StatsBase.mean_and_std — Function.mean_and_std(x, [w::AbstractWeights], [dim]; corrected=false) -> (mean, std)Return the mean and standard deviation of collection x. If x is an AbstractArray, dim can be specified as a tuple to compute statistics over these dimensions. A weighting vector w can be specified to weight the estimates. Finally, bias correction is applied to the standard deviation calculation if corrected=true. See std documentation for more details.
StatsBase.skewness — Function.skewness(v, [wv::AbstractWeights], m=mean(v))Compute the standardized skewness of a real-valued array v, optionally specifying a weighting vector wv and a center m.
StatsBase.kurtosis — Function.kurtosis(v, [wv::AbstractWeights], m=mean(v))Compute the excess kurtosis of a real-valued array v, optionally specifying a weighting vector wv and a center m.

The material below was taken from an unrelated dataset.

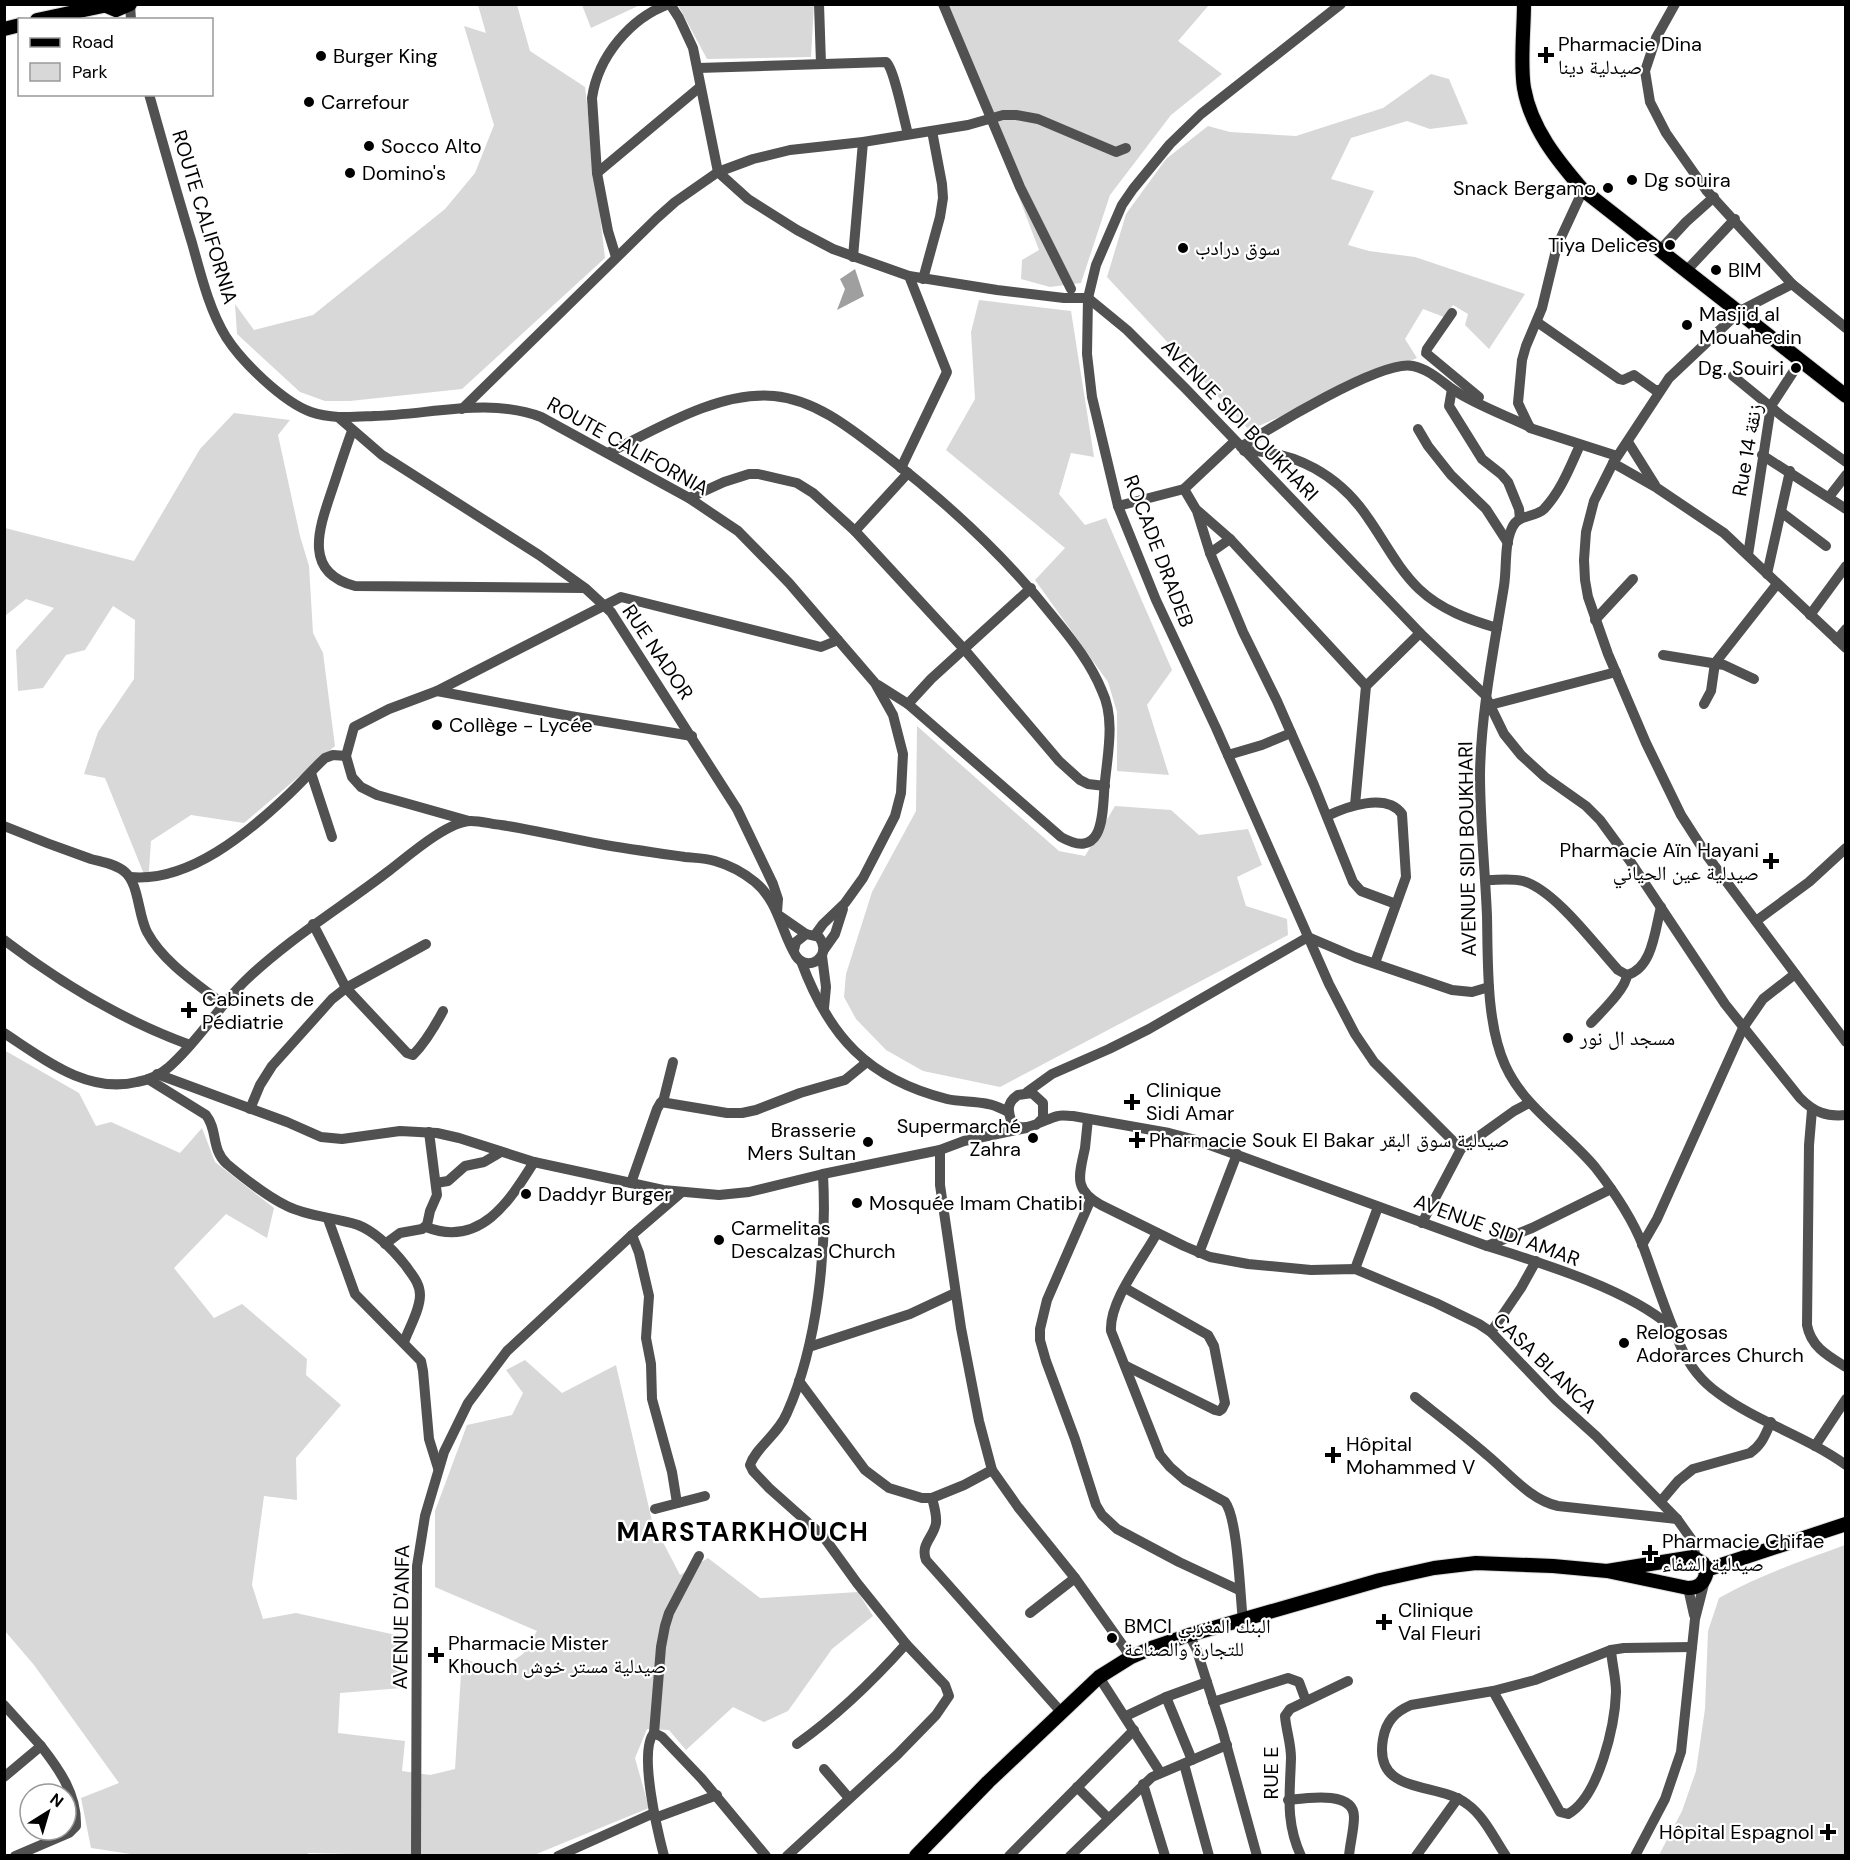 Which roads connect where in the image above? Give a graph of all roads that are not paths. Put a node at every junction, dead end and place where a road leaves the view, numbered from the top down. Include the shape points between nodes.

StatsBase.moment — Function.moment(v, k, [wv::AbstractWeights], m=mean(v))Return the kth order central moment of a real-valued array v, optionally specifying a weighting vector wv and a center m.
Measurements of Variation
StatsBase.span — Function.span(x)Return the span of a collection, i.e. the range minimum(x):maximum(x). The minimum and maximum of x are computed in one pass using extrema.
StatsBase.variation — Function.variation(x, m=mean(x))Return the coefficient of variation of collection x, optionally specifying a precomputed mean m. The coefficient of variation is the ratio of the standard deviation to the mean.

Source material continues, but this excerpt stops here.